Copy each line of the following data that contains "Lama".

[Saved data entries]
=== Section Start ===

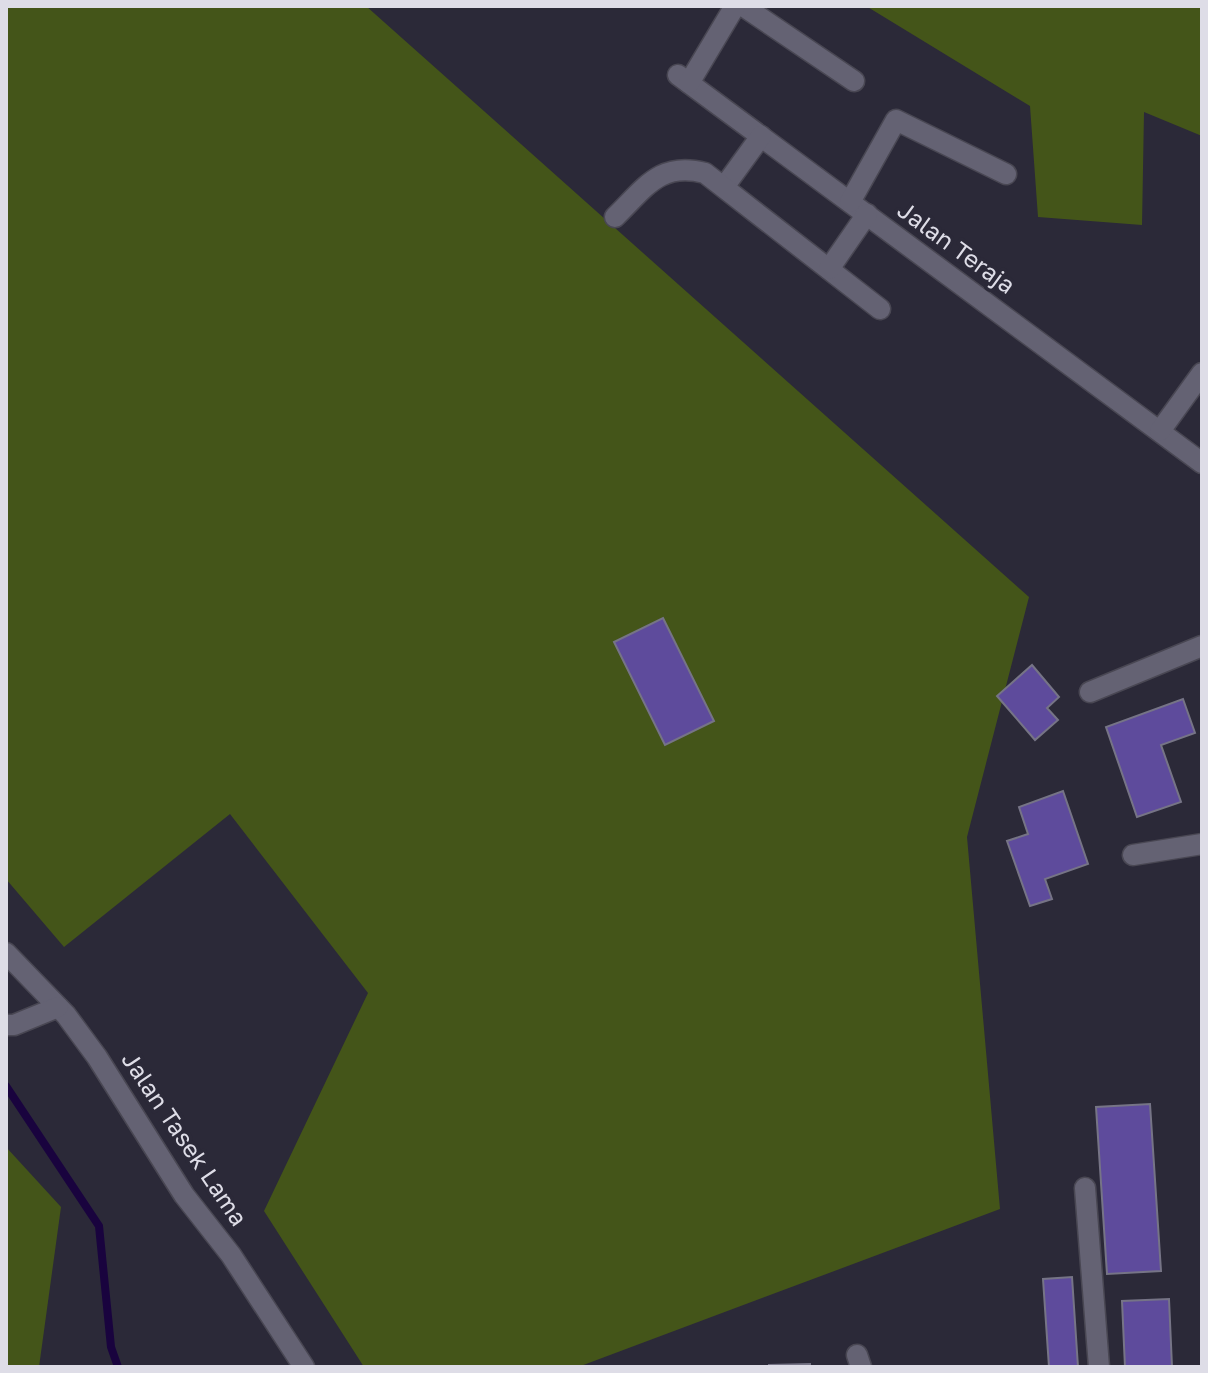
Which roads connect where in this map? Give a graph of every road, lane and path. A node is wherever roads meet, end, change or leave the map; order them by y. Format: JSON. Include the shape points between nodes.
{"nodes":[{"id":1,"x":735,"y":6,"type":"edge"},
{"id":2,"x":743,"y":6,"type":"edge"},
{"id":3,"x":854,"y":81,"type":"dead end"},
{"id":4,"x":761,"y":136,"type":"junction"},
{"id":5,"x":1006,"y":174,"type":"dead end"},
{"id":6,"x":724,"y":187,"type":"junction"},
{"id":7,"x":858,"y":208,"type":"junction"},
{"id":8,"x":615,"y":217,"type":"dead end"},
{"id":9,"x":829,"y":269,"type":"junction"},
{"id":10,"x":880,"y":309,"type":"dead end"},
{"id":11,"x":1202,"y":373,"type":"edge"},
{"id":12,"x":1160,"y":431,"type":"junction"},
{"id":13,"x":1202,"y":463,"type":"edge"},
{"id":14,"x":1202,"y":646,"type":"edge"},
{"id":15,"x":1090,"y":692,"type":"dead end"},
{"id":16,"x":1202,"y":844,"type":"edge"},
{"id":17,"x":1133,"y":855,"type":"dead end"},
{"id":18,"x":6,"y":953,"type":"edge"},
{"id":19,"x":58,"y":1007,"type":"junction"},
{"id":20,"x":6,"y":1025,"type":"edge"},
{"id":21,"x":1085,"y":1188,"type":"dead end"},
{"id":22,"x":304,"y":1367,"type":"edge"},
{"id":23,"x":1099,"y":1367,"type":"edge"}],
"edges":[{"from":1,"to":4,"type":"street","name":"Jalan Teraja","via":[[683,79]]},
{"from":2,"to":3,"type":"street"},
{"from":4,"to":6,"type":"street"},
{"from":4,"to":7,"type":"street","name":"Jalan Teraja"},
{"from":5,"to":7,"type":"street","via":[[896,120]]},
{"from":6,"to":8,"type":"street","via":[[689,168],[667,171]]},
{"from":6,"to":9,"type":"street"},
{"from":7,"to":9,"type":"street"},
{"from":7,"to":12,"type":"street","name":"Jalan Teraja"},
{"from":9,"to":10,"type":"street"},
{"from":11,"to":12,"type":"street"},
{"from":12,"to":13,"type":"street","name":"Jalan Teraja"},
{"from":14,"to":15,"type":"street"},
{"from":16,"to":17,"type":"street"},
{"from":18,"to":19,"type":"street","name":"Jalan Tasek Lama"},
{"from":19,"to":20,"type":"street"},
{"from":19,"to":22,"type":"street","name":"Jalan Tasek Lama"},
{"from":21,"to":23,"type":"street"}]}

=== Section End ===

Answer to the problem:
{"from":18,"to":19,"type":"street","name":"Jalan Tasek Lama"},
{"from":19,"to":22,"type":"street","name":"Jalan Tasek Lama"},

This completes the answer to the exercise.